Douglas Adams has a sharp line on the status of opinion:
> All opinions are not equal. Some are a very great deal more robust, sophisticated and well supported in logic and argument than others - wikiquote ![]()
There is also a widely circulated quote that says “You are not entitled to your opinion. You are entitled to your informed opinion. No one is entitled to be ignorant.” This is commonly attributed to Douglas Adams in casual circulation, but it is usually attributed to Harlan Ellison in quote collections and discussions, so in an evidence-first workflow it should be treated as an attribution problem until you have a primary source you trust - goodreads ![]()
In epistemology terms, an opinion becomes more than a vibe when it exposes its Reasons. Reasons can include evidence, logic, domain knowledge, and also disclosed values. The key is legibility: can another person see what would change your mind, or is your “opinion” functioning as identity armour.
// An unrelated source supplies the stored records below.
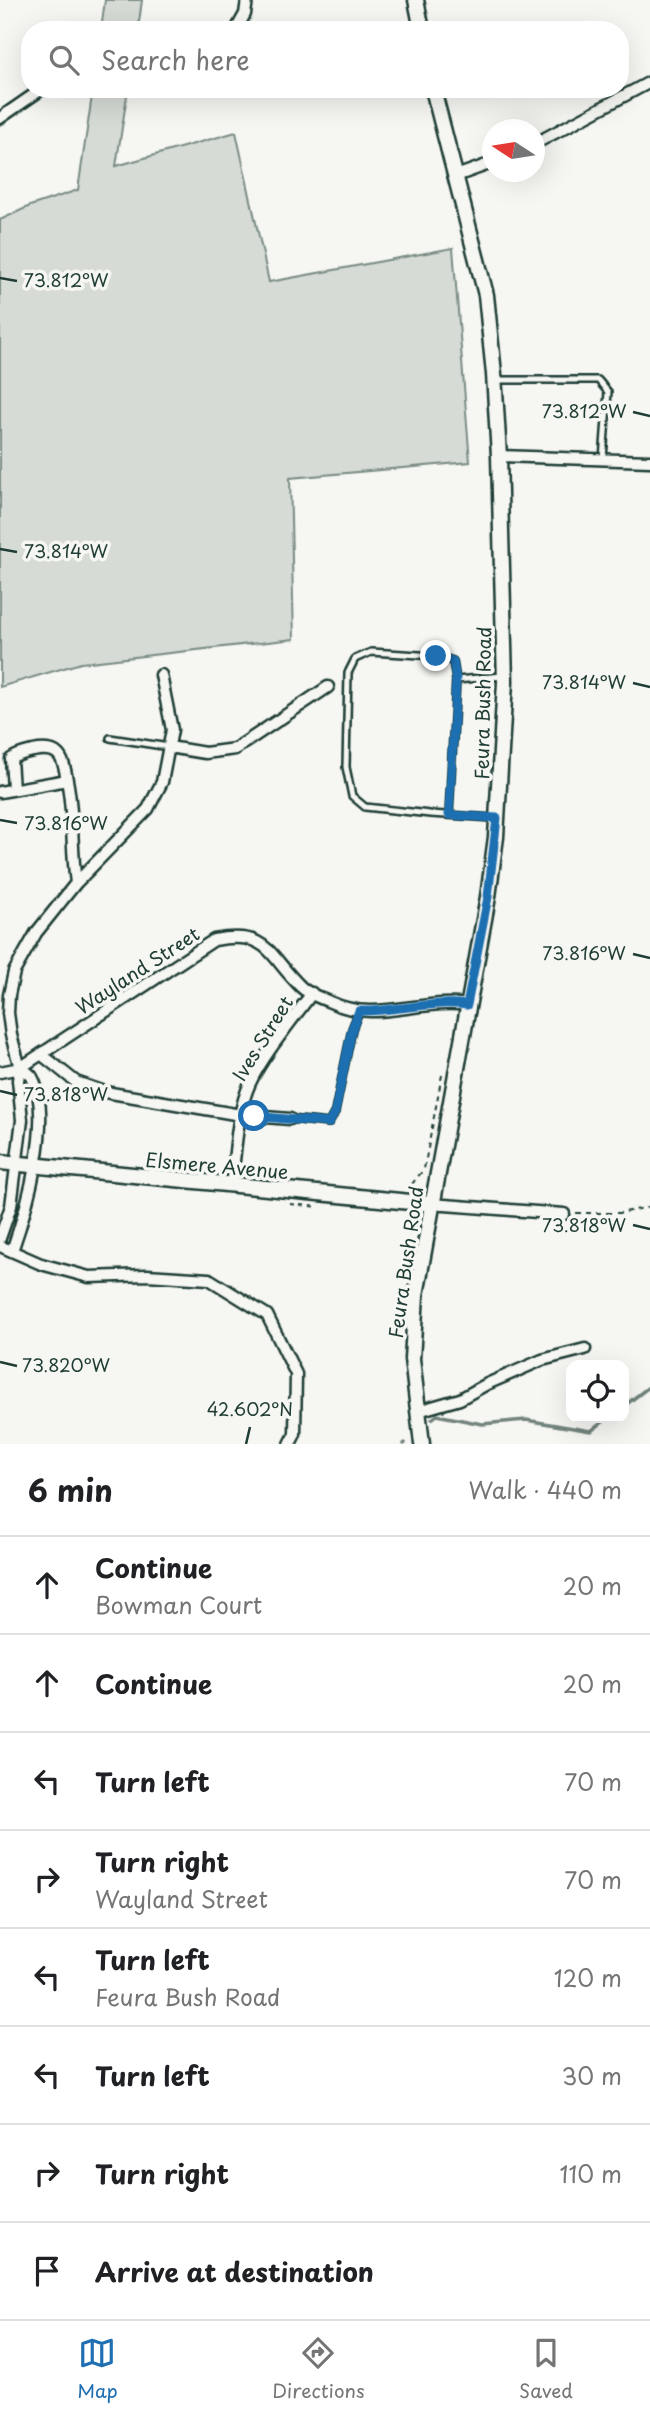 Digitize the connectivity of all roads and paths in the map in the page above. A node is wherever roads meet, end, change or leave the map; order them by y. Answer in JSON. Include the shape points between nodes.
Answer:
{"nodes":[{"id":1,"x":247,"y":0,"type":"edge"},
{"id":2,"x":416,"y":0,"type":"edge"},
{"id":3,"x":241,"y":21,"type":"edge"},
{"id":4,"x":420,"y":21,"type":"edge"},
{"id":5,"x":650,"y":82,"type":"edge"},
{"id":6,"x":629,"y":93,"type":"edge"},
{"id":7,"x":29,"y":98,"type":"edge"},
{"id":8,"x":435,"y":98,"type":"edge"},
{"id":9,"x":620,"y":98,"type":"edge"},
{"id":10,"x":0,"y":118,"type":"edge"},
{"id":11,"x":545,"y":138,"type":"edge"},
{"id":12,"x":482,"y":167,"type":"edge"},
{"id":13,"x":456,"y":176,"type":"junction"},
{"id":14,"x":494,"y":380,"type":"junction"},
{"id":15,"x":499,"y":456,"type":"junction"},
{"id":16,"x":603,"y":459,"type":"junction"},
{"id":17,"x":650,"y":461,"type":"edge"},
{"id":18,"x":161,"y":675,"type":"dead end"},
{"id":19,"x":505,"y":676,"type":"junction"},
{"id":20,"x":456,"y":680,"type":"junction"},
{"id":21,"x":328,"y":687,"type":"dead end"},
{"id":22,"x":110,"y":738,"type":"dead end"},
{"id":23,"x":169,"y":747,"type":"junction"},
{"id":24,"x":68,"y":780,"type":"junction"},
{"id":25,"x":13,"y":789,"type":"junction"},
{"id":26,"x":0,"y":792,"type":"edge"},
{"id":27,"x":449,"y":815,"type":"junction"},
{"id":28,"x":497,"y":818,"type":"junction"},
{"id":29,"x":76,"y":883,"type":"junction"},
{"id":30,"x":312,"y":993,"type":"junction"},
{"id":31,"x":4,"y":994,"type":"edge"},
{"id":32,"x":467,"y":1005,"type":"junction"},
{"id":33,"x":359,"y":1011,"type":"junction"},
{"id":34,"x":41,"y":1054,"type":"junction"},
{"id":35,"x":444,"y":1064,"type":"dead end"},
{"id":36,"x":20,"y":1068,"type":"junction"},
{"id":37,"x":0,"y":1072,"type":"edge"},
{"id":38,"x":241,"y":1115,"type":"junction"},
{"id":39,"x":290,"y":1119,"type":"joint"},
{"id":40,"x":0,"y":1162,"type":"edge"},
{"id":41,"x":16,"y":1164,"type":"junction"},
{"id":42,"x":34,"y":1167,"type":"junction"},
{"id":43,"x":412,"y":1184,"type":"dead end"},
{"id":44,"x":231,"y":1185,"type":"junction"},
{"id":45,"x":431,"y":1204,"type":"junction"},
{"id":46,"x":650,"y":1207,"type":"edge"},
{"id":47,"x":564,"y":1213,"type":"joint"},
{"id":48,"x":0,"y":1238,"type":"edge"},
{"id":49,"x":0,"y":1245,"type":"edge"},
{"id":50,"x":12,"y":1251,"type":"junction"},
{"id":51,"x":585,"y":1349,"type":"dead end"},
{"id":52,"x":418,"y":1411,"type":"junction"},
{"id":53,"x":290,"y":1444,"type":"edge"},
{"id":54,"x":422,"y":1444,"type":"edge"}],
"edges":[{"from":1,"to":3,"type":"street"},
{"from":2,"to":4,"type":"main road"},
{"from":5,"to":6,"type":"street"},
{"from":7,"to":10,"type":"street"},
{"from":8,"to":13,"type":"main road","name":"Feura Bush Road"},
{"from":9,"to":11,"type":"street"},
{"from":12,"to":13,"type":"street"},
{"from":13,"to":14,"type":"main road","name":"Feura Bush Road","via":[[486,295]]},
{"from":14,"to":15,"type":"main road","name":"Feura Bush Road"},
{"from":14,"to":16,"type":"lane","via":[[598,380],[608,392]]},
{"from":15,"to":16,"type":"street"},
{"from":15,"to":19,"type":"main road","name":"Feura Bush Road"},
{"from":16,"to":17,"type":"street"},
{"from":18,"to":23,"type":"street","via":[[172,730]]},
{"from":19,"to":20,"type":"lane"},
{"from":19,"to":28,"type":"main road","name":"Feura Bush Road"},
{"from":20,"to":27,"type":"lane"},
{"from":20,"to":27,"type":"lane","via":[[453,661],[436,656],[371,652],[355,659],[348,673],[346,767],[352,796],[365,807]]},
{"from":21,"to":23,"type":"street","via":[[235,749],[205,753]]},
{"from":22,"to":23,"type":"lane"},
{"from":23,"to":29,"type":"street","via":[[162,782],[148,808]]},
{"from":24,"to":25,"type":"street"},
{"from":24,"to":25,"type":"street","via":[[59,754],[40,750],[11,759]]},
{"from":24,"to":29,"type":"street"},
{"from":25,"to":26,"type":"street"},
{"from":27,"to":28,"type":"lane"},
{"from":28,"to":32,"type":"main road","name":"Feura Bush Road","via":[[488,897]]},
{"from":29,"to":31,"type":"street","via":[[22,954]]},
{"from":30,"to":33,"type":"street","name":"Wayland Street"},
{"from":30,"to":34,"type":"street","name":"Wayland Street","via":[[253,939],[214,940]]},
{"from":30,"to":38,"type":"street","name":"Ives Street","via":[[250,1083]]},
{"from":31,"to":36,"type":"street"},
{"from":32,"to":33,"type":"street","name":"Wayland Street","via":[[435,1003],[385,1012]]},
{"from":32,"to":45,"type":"main road","name":"Feura Bush Road"},
{"from":33,"to":39,"type":"lane","via":[[329,1123]]},
{"from":34,"to":36,"type":"street","name":"Wayland Street"},
{"from":34,"to":38,"type":"street","via":[[76,1082],[105,1092]]},
{"from":35,"to":43,"type":"path","via":[[424,1169]]},
{"from":36,"to":37,"type":"street"},
{"from":36,"to":41,"type":"street","via":[[22,1120]]},
{"from":36,"to":42,"type":"street","via":[[31,1074],[40,1108]]},
{"from":38,"to":39,"type":"street"},
{"from":38,"to":44,"type":"street","name":"Ives Street"},
{"from":40,"to":41,"type":"main road","name":"Elsmere Avenue"},
{"from":41,"to":42,"type":"main road","name":"Elsmere Avenue"},
{"from":41,"to":48,"type":"street","via":[[11,1206]]},
{"from":42,"to":44,"type":"main road","name":"Elsmere Avenue"},
{"from":42,"to":50,"type":"street"},
{"from":44,"to":45,"type":"main road","name":"Elsmere Avenue"},
{"from":45,"to":47,"type":"street"},
{"from":45,"to":52,"type":"main road","name":"Feura Bush Road","via":[[416,1295],[412,1359]]},
{"from":46,"to":47,"type":"path","via":[[619,1213]]},
{"from":49,"to":50,"type":"street"},
{"from":50,"to":53,"type":"street","via":[[89,1276],[209,1279],[267,1315],[296,1374],[295,1434]]},
{"from":51,"to":52,"type":"street","via":[[542,1360],[445,1405]]},
{"from":52,"to":54,"type":"main road","name":"Feura Bush Road"}]}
This matters a lot in Rewilding History. We want to allow contradictions that are plausible differences of perception in Empathetic Narratives. But once a narrative asserts a factual claim that collides with another factual claim, the collision should be promoted into Hard History as an explicit contestation: linked sources, competing interpretations, and a clear separation between what is attested and what is inferred.
A practical rule is to treat opinions as welcome in the narrative ring and disciplined in the archive ring. Narratives can contain strong judgements, but they should hyperlink outward to the evidence they lean on, and they should label where they are speculating. The archive can contain disagreement, but it should disagreement-about-claims, not disagreement-about-identities.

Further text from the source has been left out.